→ **EXERCISE REQUIREMENTS**
Could you find each line of the data below that contains the word "HODGES" and copy those lines?
§
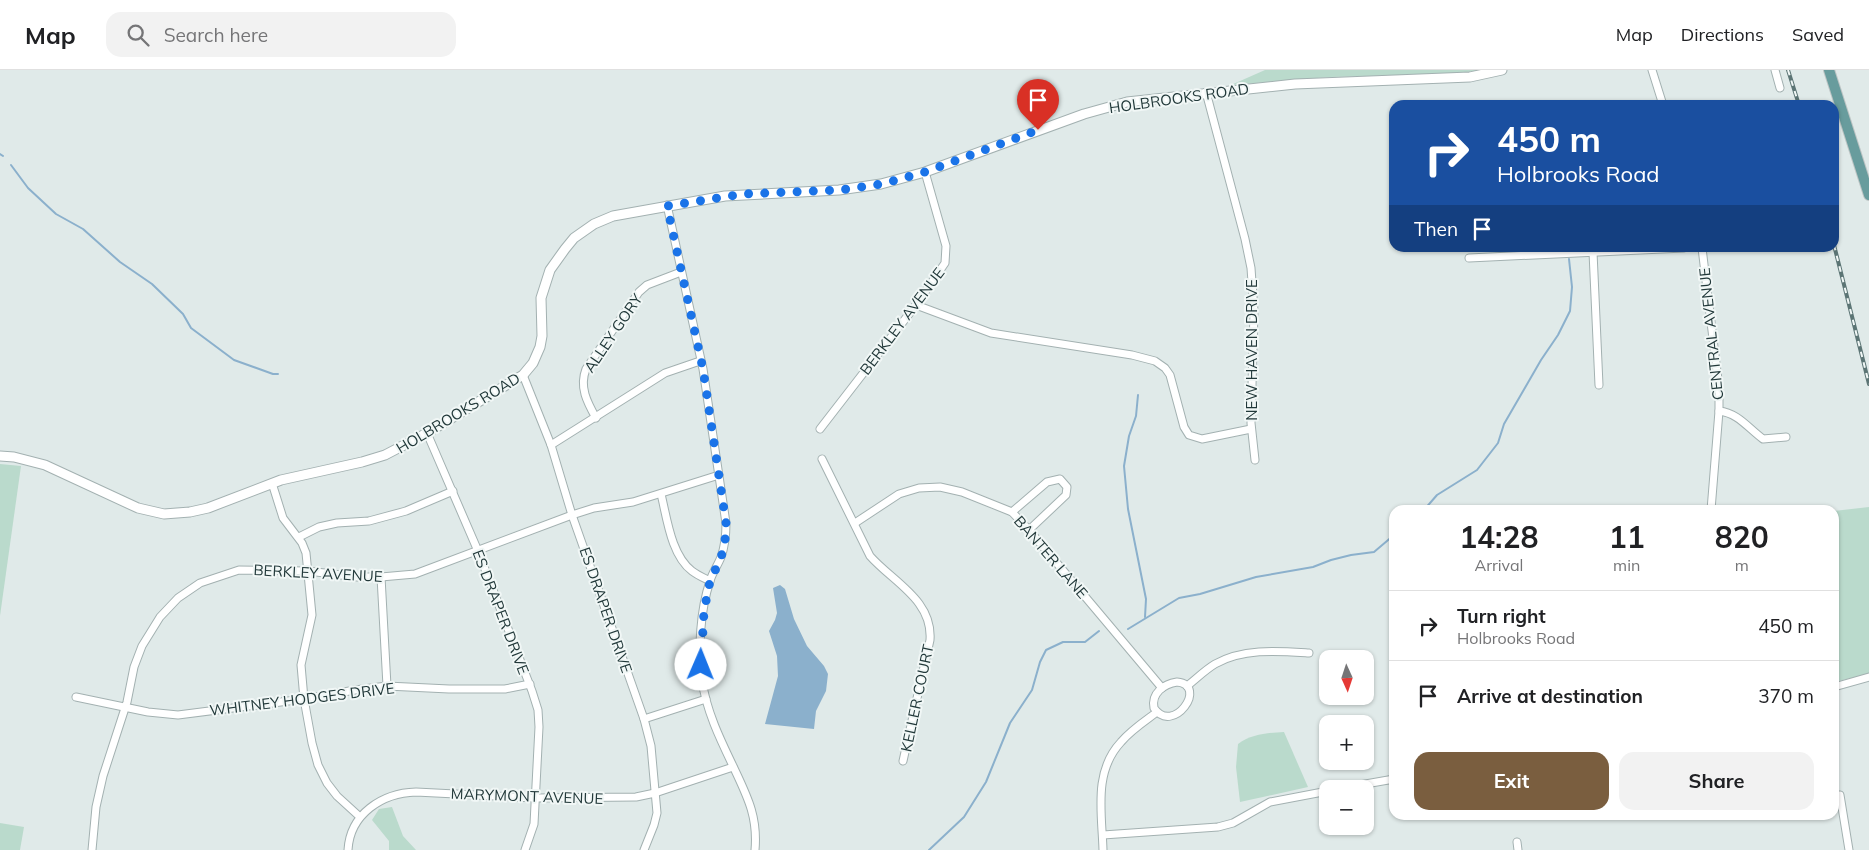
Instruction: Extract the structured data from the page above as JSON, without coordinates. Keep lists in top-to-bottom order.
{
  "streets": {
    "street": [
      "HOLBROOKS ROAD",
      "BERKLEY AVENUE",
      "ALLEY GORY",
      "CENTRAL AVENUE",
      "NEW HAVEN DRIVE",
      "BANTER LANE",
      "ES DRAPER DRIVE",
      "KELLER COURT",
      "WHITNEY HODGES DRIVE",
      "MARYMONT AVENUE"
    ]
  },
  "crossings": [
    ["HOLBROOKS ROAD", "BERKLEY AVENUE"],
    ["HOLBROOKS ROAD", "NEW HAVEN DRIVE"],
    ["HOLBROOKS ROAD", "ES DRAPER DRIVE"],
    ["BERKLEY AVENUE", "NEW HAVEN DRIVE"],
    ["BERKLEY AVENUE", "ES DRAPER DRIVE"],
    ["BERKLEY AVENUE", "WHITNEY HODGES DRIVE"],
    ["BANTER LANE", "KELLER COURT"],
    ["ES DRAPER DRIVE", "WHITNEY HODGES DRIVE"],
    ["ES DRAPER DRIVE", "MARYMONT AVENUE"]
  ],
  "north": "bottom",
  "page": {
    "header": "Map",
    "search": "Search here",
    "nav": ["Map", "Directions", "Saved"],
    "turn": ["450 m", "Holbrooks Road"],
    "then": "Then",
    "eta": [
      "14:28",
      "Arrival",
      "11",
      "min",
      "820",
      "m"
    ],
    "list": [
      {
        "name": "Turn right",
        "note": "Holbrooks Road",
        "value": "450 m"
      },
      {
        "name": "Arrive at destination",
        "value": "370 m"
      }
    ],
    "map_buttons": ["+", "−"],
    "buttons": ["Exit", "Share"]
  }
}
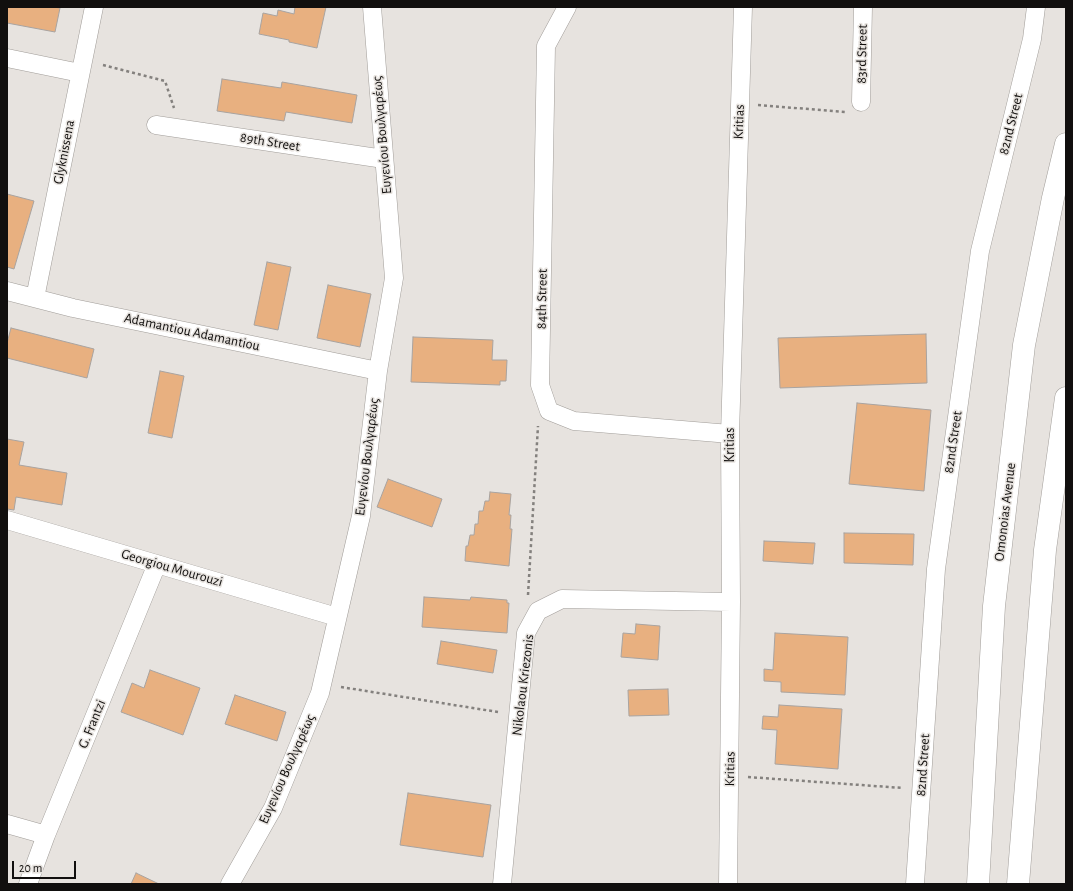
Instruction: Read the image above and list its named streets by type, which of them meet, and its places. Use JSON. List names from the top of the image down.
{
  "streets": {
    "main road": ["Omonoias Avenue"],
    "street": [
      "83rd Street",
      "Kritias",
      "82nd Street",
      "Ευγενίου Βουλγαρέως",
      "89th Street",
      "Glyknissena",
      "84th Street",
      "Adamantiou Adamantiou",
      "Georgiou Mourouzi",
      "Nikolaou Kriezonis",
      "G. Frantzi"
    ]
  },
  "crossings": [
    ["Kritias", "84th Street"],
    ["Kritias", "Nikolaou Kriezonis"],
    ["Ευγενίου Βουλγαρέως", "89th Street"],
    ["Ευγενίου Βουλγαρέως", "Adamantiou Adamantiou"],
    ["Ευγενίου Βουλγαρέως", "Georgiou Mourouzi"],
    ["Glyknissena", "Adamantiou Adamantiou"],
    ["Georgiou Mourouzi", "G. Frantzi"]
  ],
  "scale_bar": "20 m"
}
§
→ **SOLUTION**
      "WHITNEY HODGES DRIVE",
    ["BERKLEY AVENUE", "WHITNEY HODGES DRIVE"],
    ["ES DRAPER DRIVE", "WHITNEY HODGES DRIVE"],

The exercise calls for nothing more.